At $110 billion, revenues at Wichita-based Koch Industries rank it the second largest privately-owned company in the country. The massive conglomerate employs more than 120,000 employees in 60 countries and conducts about half its business in the United States. No doubt, the trade war and farm crisis have done little to flatter their chemical and fertilizer operations. Kansas’ second-largest company, Kansas City-based Butler Transport is in the businesses of shipping freight and trucking. We would add that the state’s 11th largest firm, Shawnee Mission’s Seaboard, is a multinational transportation conglomerate.

Add the one-off situations to the trade war narrative and you begin to appreciate why July is off to such a rough start for Kansas workers. If the supply chain is breaking down hard, as one headline after another suggests, then transports would reveal it in real time, in a weekly series tracking the state’s job market.

What’s at the end of the yellow brick road? In the case of Kansas, we don’t have granular data for the state via the Kansas PMI. What we do have are backlogs within the KC Fed index which have contracted for five of the last six months, the worst stretch since the Industrial Recession.

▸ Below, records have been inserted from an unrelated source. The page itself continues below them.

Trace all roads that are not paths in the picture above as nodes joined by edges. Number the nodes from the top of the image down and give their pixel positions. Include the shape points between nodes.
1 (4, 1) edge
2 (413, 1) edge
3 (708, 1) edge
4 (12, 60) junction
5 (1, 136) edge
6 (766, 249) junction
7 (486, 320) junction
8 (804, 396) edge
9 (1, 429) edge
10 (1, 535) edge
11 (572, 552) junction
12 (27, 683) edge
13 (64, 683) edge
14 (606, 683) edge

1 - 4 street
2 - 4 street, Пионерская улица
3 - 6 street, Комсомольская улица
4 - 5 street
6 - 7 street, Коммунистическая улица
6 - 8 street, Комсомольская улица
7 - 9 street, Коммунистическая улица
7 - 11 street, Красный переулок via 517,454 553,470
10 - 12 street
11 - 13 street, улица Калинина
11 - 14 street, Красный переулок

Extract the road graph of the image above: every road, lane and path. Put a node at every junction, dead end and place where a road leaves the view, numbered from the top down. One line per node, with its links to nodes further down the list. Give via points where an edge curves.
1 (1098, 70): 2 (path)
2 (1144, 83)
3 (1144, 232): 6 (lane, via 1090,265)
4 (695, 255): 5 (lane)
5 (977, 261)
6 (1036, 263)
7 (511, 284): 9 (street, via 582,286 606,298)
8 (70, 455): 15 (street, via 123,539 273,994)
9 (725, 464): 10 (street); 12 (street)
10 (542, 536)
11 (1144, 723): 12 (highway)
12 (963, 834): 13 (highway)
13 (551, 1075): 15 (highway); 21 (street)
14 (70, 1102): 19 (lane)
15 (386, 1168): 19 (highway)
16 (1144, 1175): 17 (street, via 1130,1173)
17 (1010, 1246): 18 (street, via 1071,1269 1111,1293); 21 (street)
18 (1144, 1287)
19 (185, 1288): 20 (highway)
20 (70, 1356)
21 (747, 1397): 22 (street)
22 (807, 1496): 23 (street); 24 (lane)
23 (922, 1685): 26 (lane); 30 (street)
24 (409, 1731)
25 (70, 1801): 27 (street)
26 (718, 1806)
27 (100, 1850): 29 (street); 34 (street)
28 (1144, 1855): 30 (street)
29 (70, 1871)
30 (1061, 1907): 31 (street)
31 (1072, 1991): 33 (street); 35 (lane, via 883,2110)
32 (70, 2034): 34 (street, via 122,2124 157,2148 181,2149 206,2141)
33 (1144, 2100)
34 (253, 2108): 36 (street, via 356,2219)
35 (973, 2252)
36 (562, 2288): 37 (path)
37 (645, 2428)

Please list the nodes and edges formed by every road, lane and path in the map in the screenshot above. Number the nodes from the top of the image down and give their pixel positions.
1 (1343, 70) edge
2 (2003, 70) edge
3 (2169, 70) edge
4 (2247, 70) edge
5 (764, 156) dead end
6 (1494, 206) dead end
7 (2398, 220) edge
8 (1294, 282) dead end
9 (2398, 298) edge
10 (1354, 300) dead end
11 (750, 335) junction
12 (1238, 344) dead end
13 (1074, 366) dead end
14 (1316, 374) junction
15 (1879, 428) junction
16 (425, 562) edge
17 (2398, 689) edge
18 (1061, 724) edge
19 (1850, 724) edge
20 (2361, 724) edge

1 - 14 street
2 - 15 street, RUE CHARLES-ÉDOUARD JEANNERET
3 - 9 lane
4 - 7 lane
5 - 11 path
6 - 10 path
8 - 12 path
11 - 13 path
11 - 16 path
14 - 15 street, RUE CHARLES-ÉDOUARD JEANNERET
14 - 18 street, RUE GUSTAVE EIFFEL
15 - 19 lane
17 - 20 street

Odds are good the maverick “dot” predicting a 3% fed funds rate via the Fed’s dot plot, an anonymous depiction wherein the 17 members of the FOMC forecast where rates are headed, was uber-hawkish Kansas City Fed President Esther George. If Kansas’ claims are no fluke, it will likely not take the 12 years it took the FBI to recover the ruby red slippers. George will be singing with the doves in no time.